[[ GIVEN ENTRIES open ]]

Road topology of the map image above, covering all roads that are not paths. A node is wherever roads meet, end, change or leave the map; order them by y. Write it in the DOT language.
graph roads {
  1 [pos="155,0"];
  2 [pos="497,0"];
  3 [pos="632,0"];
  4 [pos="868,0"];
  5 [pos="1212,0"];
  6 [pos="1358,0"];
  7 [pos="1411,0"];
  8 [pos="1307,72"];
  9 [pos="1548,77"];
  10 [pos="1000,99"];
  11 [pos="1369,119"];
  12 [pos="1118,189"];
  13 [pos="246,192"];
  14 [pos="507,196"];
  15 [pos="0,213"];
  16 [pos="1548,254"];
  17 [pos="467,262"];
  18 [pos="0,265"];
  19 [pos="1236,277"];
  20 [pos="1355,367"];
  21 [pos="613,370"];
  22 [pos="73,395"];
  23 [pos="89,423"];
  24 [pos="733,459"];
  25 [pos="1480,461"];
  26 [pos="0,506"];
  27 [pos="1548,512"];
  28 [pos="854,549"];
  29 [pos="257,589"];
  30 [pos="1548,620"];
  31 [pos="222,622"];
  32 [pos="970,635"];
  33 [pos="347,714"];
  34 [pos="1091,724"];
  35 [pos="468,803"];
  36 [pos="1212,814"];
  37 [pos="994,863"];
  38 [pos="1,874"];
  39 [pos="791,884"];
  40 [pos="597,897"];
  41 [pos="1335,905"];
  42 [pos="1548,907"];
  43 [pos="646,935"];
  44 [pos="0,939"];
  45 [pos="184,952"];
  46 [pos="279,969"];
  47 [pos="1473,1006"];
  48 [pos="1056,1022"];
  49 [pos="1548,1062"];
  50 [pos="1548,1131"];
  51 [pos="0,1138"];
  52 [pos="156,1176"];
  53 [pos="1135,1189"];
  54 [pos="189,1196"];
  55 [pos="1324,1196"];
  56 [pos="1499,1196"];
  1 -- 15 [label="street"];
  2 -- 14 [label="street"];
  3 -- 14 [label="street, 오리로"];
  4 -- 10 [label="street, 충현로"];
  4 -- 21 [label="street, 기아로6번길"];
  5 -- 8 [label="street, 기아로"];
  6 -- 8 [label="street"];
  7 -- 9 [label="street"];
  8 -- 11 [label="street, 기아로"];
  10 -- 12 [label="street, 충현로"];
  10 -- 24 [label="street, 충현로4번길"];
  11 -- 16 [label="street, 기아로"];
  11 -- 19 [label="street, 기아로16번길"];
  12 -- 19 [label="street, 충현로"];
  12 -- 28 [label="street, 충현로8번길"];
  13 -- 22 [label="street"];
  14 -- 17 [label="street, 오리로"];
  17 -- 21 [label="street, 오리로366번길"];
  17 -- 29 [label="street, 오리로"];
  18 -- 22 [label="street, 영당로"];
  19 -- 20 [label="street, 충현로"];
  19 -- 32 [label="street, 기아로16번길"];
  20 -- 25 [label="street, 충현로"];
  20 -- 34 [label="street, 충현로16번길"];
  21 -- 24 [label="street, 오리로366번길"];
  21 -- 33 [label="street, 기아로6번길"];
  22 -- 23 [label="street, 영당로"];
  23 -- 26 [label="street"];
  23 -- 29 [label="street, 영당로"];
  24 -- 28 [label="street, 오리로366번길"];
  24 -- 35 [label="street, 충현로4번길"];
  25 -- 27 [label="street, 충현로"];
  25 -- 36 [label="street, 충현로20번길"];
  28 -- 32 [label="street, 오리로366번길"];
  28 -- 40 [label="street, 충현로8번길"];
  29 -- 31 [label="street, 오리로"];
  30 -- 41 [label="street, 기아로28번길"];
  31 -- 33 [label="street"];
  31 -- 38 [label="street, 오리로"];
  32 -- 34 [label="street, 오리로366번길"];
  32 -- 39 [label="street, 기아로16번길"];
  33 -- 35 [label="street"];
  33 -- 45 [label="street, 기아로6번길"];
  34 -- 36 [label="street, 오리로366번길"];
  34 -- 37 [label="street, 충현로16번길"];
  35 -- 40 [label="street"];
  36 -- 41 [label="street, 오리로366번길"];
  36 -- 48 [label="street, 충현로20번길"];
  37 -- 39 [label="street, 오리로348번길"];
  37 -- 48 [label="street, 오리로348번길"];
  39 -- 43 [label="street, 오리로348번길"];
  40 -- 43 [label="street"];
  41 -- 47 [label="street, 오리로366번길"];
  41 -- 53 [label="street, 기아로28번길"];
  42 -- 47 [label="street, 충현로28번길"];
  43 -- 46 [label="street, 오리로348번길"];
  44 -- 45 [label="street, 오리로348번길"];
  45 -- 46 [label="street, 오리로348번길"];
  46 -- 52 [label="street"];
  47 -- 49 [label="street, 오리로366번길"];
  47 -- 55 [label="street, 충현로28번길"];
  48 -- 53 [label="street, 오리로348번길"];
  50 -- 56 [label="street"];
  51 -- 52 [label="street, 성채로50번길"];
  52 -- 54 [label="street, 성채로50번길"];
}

[[ GIVEN ENTRIES closed ]]

TASK TO COMPLETE:
Check each line of the entries for "roads" and copy those that have it.

REPLY TO THE TASK:
Road topology of the map image above, covering all roads that are not paths. A node is wherever roads meet, end, change or leave the map; order them by y. Write it in the DOT language.
graph roads {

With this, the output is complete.